[ACTION ITEM] Read the records and gather each line that includes "nodes".
== Segment start ==
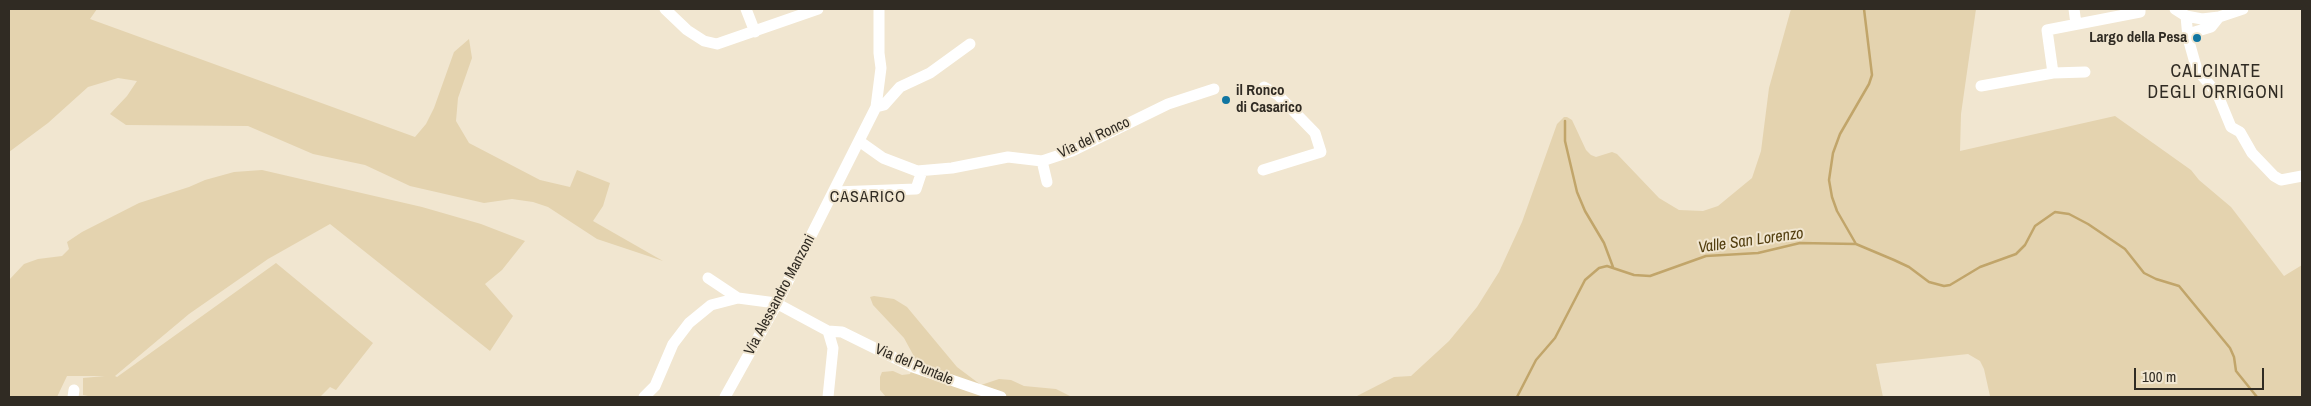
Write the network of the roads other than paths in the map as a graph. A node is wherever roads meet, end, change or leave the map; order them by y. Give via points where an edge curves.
1 (665, 9) edge
2 (746, 9) edge
3 (818, 9) edge
4 (880, 9) edge
5 (2074, 9) edge
6 (2140, 9) edge
7 (2175, 9) edge
8 (2243, 9) edge
9 (2186, 16) junction
10 (2219, 17) junction
11 (2076, 24) junction
12 (755, 32) junction
13 (2188, 34) junction
14 (970, 44) dead end
15 (2086, 72) dead end
16 (2053, 73) junction
17 (1264, 86) dead end
18 (1981, 86) dead end
19 (1214, 89) dead end
20 (876, 107) junction
21 (859, 141) junction
22 (1042, 161) junction
23 (1263, 170) dead end
24 (922, 171) junction
25 (2302, 176) edge
26 (1047, 182) dead end
27 (835, 192) junction
28 (708, 278) dead end
29 (738, 298) junction
30 (776, 304) junction
31 (828, 331) junction
32 (644, 397) edge
33 (725, 397) edge
34 (828, 397) edge
35 (1001, 397) edge

1 - 12 street via 704,41 718,44
2 - 12 street
3 - 12 street
4 - 20 street, Via Alessandro Manzoni via 881,68
5 - 11 street
6 - 11 street via 2140,12
7 - 9 street
8 - 10 street
9 - 10 street via 2202,19
9 - 13 street
10 - 13 street via 2213,30
11 - 16 street via 2047,30
13 - 25 street via 2197,70 2217,93 2231,127 2240,132 2266,170 2281,180
14 - 20 street via 930,73 900,87 884,105
15 - 16 street
16 - 18 street
17 - 23 street via 1278,95 1315,132 1321,152
19 - 22 street, Via del Ronco via 1168,104 1072,151
20 - 21 street, Via Alessandro Manzoni
21 - 24 street, Via del Ronco via 883,158
21 - 27 street, Via Alessandro Manzoni
22 - 24 street, Via del Ronco via 1008,157
22 - 26 street
24 - 27 street via 916,189
27 - 30 street, Via Alessandro Manzoni
28 - 29 street
29 - 30 street, Via del Puntale
29 - 32 street via 711,305 690,323 673,344 654,386
30 - 31 street, Via del Puntale
30 - 33 street, Via Alessandro Manzoni
31 - 34 street via 833,348
31 - 35 street, Via del Puntale via 842,332 913,367

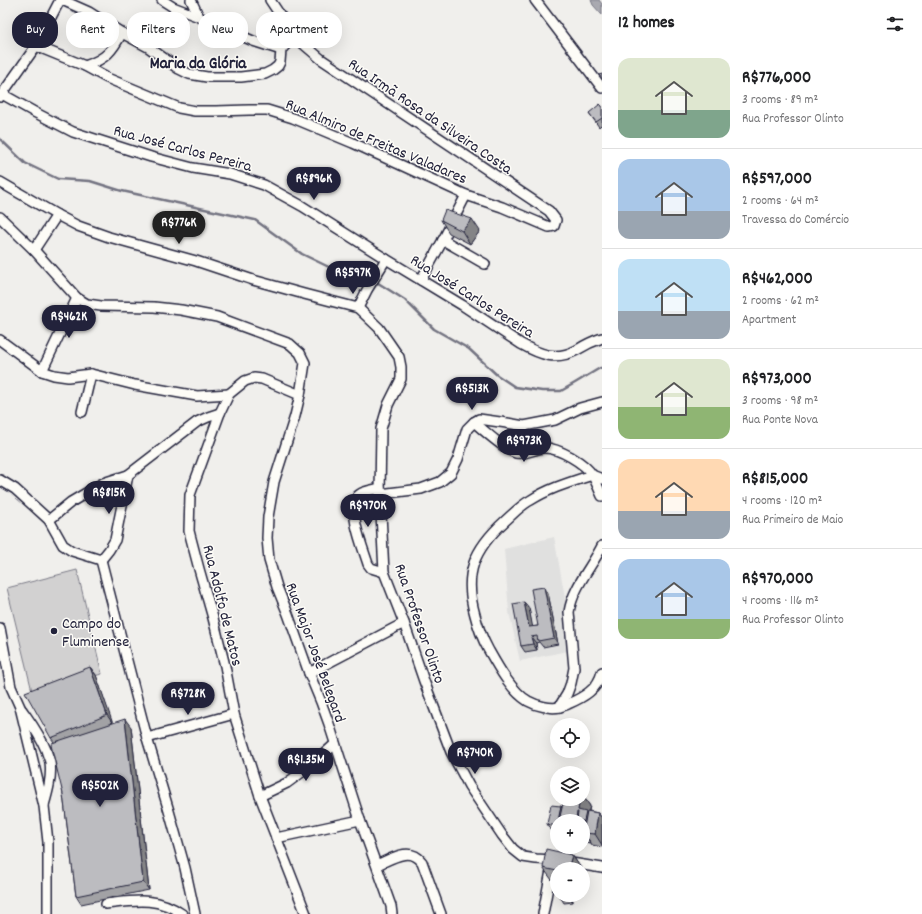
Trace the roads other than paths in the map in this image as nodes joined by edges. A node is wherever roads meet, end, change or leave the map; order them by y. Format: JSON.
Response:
{"nodes":[{"id":1,"x":61,"y":0,"type":"edge"},
{"id":2,"x":162,"y":0,"type":"edge"},
{"id":3,"x":190,"y":0,"type":"edge"},
{"id":4,"x":270,"y":0,"type":"edge"},
{"id":5,"x":535,"y":0,"type":"edge"},
{"id":6,"x":54,"y":12,"type":"edge"},
{"id":7,"x":278,"y":12,"type":"edge"},
{"id":8,"x":198,"y":15,"type":"edge"},
{"id":9,"x":198,"y":17,"type":"edge"},
{"id":10,"x":122,"y":33,"type":"junction"},
{"id":11,"x":248,"y":39,"type":"edge"},
{"id":12,"x":35,"y":48,"type":"edge"},
{"id":13,"x":41,"y":48,"type":"edge"},
{"id":14,"x":308,"y":48,"type":"edge"},
{"id":15,"x":281,"y":50,"type":"joint"},
{"id":16,"x":85,"y":66,"type":"junction"},
{"id":17,"x":602,"y":88,"type":"edge"},
{"id":18,"x":1,"y":95,"type":"edge"},
{"id":19,"x":0,"y":182,"type":"edge"},
{"id":20,"x":466,"y":195,"type":"junction"},
{"id":21,"x":57,"y":215,"type":"junction"},
{"id":22,"x":0,"y":217,"type":"edge"},
{"id":23,"x":547,"y":226,"type":"joint"},
{"id":24,"x":443,"y":240,"type":"junction"},
{"id":25,"x":34,"y":250,"type":"junction"},
{"id":26,"x":386,"y":259,"type":"junction"},
{"id":27,"x":485,"y":264,"type":"dead end"},
{"id":28,"x":421,"y":280,"type":"junction"},
{"id":29,"x":77,"y":298,"type":"junction"},
{"id":30,"x":358,"y":308,"type":"junction"},
{"id":31,"x":602,"y":338,"type":"edge"},
{"id":32,"x":0,"y":340,"type":"edge"},
{"id":33,"x":42,"y":371,"type":"junction"},
{"id":34,"x":91,"y":374,"type":"junction"},
{"id":35,"x":229,"y":394,"type":"junction"},
{"id":36,"x":300,"y":395,"type":"junction"},
{"id":37,"x":602,"y":402,"type":"edge"},
{"id":38,"x":82,"y":412,"type":"dead end"},
{"id":39,"x":220,"y":413,"type":"junction"},
{"id":40,"x":474,"y":422,"type":"junction"},
{"id":41,"x":128,"y":475,"type":"junction"},
{"id":42,"x":592,"y":475,"type":"junction"},
{"id":43,"x":602,"y":479,"type":"edge"},
{"id":44,"x":0,"y":480,"type":"edge"},
{"id":45,"x":380,"y":491,"type":"junction"},
{"id":46,"x":602,"y":496,"type":"edge"},
{"id":47,"x":49,"y":520,"type":"junction"},
{"id":48,"x":602,"y":546,"type":"edge"},
{"id":49,"x":101,"y":560,"type":"junction"},
{"id":50,"x":384,"y":572,"type":"junction"},
{"id":51,"x":404,"y":623,"type":"junction"},
{"id":52,"x":0,"y":628,"type":"edge"},
{"id":53,"x":602,"y":672,"type":"edge"},
{"id":54,"x":309,"y":673,"type":"junction"},
{"id":55,"x":559,"y":707,"type":"junction"},
{"id":56,"x":20,"y":708,"type":"junction"},
{"id":57,"x":234,"y":714,"type":"junction"},
{"id":58,"x":147,"y":738,"type":"junction"},
{"id":59,"x":335,"y":744,"type":"junction"},
{"id":60,"x":260,"y":796,"type":"junction"},
{"id":61,"x":44,"y":806,"type":"junction"},
{"id":62,"x":360,"y":820,"type":"junction"},
{"id":63,"x":276,"y":838,"type":"junction"},
{"id":64,"x":553,"y":860,"type":"junction"},
{"id":65,"x":377,"y":865,"type":"junction"},
{"id":66,"x":602,"y":868,"type":"edge"},
{"id":67,"x":106,"y":904,"type":"dead end"},
{"id":68,"x":179,"y":913,"type":"edge"},
{"id":69,"x":48,"y":914,"type":"edge"},
{"id":70,"x":195,"y":914,"type":"edge"},
{"id":71,"x":306,"y":914,"type":"edge"},
{"id":72,"x":392,"y":914,"type":"edge"},
{"id":73,"x":441,"y":914,"type":"edge"},
{"id":74,"x":543,"y":914,"type":"edge"}],
"edges":[{"from":1,"to":6,"type":"street"},
{"from":1,"to":10,"type":"street"},
{"from":2,"to":9,"type":"street"},
{"from":3,"to":8,"type":"street"},
{"from":4,"to":7,"type":"street","name":"Rua Irmã Rosa da Silveira Costa"},
{"from":5,"to":17,"type":"street"},
{"from":10,"to":15,"type":"street"},
{"from":10,"to":16,"type":"street"},
{"from":11,"to":15,"type":"street"},
{"from":12,"to":18,"type":"street"},
{"from":13,"to":16,"type":"street","name":"Rua Almiro de Freitas Valadares"},
{"from":14,"to":23,"type":"street","name":"Rua Irmã Rosa da Silveira Costa"},
{"from":16,"to":20,"type":"street","name":"Rua Almiro de Freitas Valadares"},
{"from":18,"to":26,"type":"street","name":"Rua José Carlos Pereira"},
{"from":19,"to":21,"type":"street","name":"Rua Professor Olinto"},
{"from":20,"to":23,"type":"street","name":"Rua Almiro de Freitas Valadares"},
{"from":20,"to":24,"type":"street"},
{"from":21,"to":25,"type":"street"},
{"from":21,"to":30,"type":"street","name":"Rua Professor Olinto"},
{"from":22,"to":25,"type":"street"},
{"from":24,"to":27,"type":"street"},
{"from":24,"to":28,"type":"street"},
{"from":25,"to":29,"type":"street"},
{"from":26,"to":28,"type":"street","name":"Rua José Carlos Pereira"},
{"from":26,"to":30,"type":"street"},
{"from":28,"to":31,"type":"street","name":"Rua José Carlos Pereira"},
{"from":29,"to":33,"type":"street"},
{"from":29,"to":36,"type":"street","name":"Rua Major José Belegard"},
{"from":30,"to":45,"type":"street","name":"Rua Professor Olinto"},
{"from":32,"to":33,"type":"street"},
{"from":33,"to":34,"type":"street"},
{"from":34,"to":35,"type":"street"},
{"from":34,"to":38,"type":"street"},
{"from":35,"to":36,"type":"street","name":"Rua Adolfo de Matos"},
{"from":35,"to":39,"type":"street","name":"Rua Adolfo de Matos"},
{"from":36,"to":54,"type":"street","name":"Rua Major José Belegard"},
{"from":37,"to":40,"type":"street"},
{"from":39,"to":41,"type":"street"},
{"from":39,"to":57,"type":"street","name":"Rua Adolfo de Matos"},
{"from":40,"to":42,"type":"street"},
{"from":40,"to":45,"type":"street"},
{"from":41,"to":47,"type":"street"},
{"from":41,"to":49,"type":"street"},
{"from":42,"to":43,"type":"street"},
{"from":42,"to":46,"type":"street"},
{"from":42,"to":55,"type":"street"},
{"from":44,"to":47,"type":"street"},
{"from":45,"to":50,"type":"street","name":"Rua Professor Olinto"},
{"from":45,"to":50,"type":"street"},
{"from":47,"to":49,"type":"street"},
{"from":48,"to":55,"type":"street"},
{"from":49,"to":58,"type":"street"},
{"from":50,"to":51,"type":"street","name":"Rua Professor Olinto"},
{"from":51,"to":54,"type":"street"},
{"from":51,"to":64,"type":"street","name":"Rua Professor Olinto"},
{"from":52,"to":56,"type":"street"},
{"from":53,"to":55,"type":"street"},
{"from":54,"to":59,"type":"street","name":"Rua Major José Belegard"},
{"from":56,"to":61,"type":"street"},
{"from":56,"to":61,"type":"street"},
{"from":57,"to":58,"type":"street"},
{"from":57,"to":60,"type":"street","name":"Rua Adolfo de Matos"},
{"from":58,"to":70,"type":"street"},
{"from":59,"to":60,"type":"street"},
{"from":59,"to":62,"type":"street","name":"Rua Major José Belegard"},
{"from":60,"to":63,"type":"street","name":"Rua Adolfo de Matos"},
{"from":61,"to":69,"type":"street"},
{"from":62,"to":63,"type":"street"},
{"from":62,"to":65,"type":"street","name":"Rua Major José Belegard"},
{"from":63,"to":71,"type":"street","name":"Rua Adolfo de Matos"},
{"from":64,"to":66,"type":"street","name":"Rua Professor Olinto"},
{"from":64,"to":74,"type":"street"},
{"from":65,"to":72,"type":"street","name":"Rua Major José Belegard"},
{"from":65,"to":73,"type":"street"},
{"from":67,"to":68,"type":"street"}]}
== Segment end ==
[SOLUTION TO THIS TASK]
Trace the roads other than paths in the map in this image as nodes joined by edges. A node is wherever roads meet, end, change or leave the map; order them by y. Format: JSON.
{"nodes":[{"id":1,"x":61,"y":0,"type":"edge"},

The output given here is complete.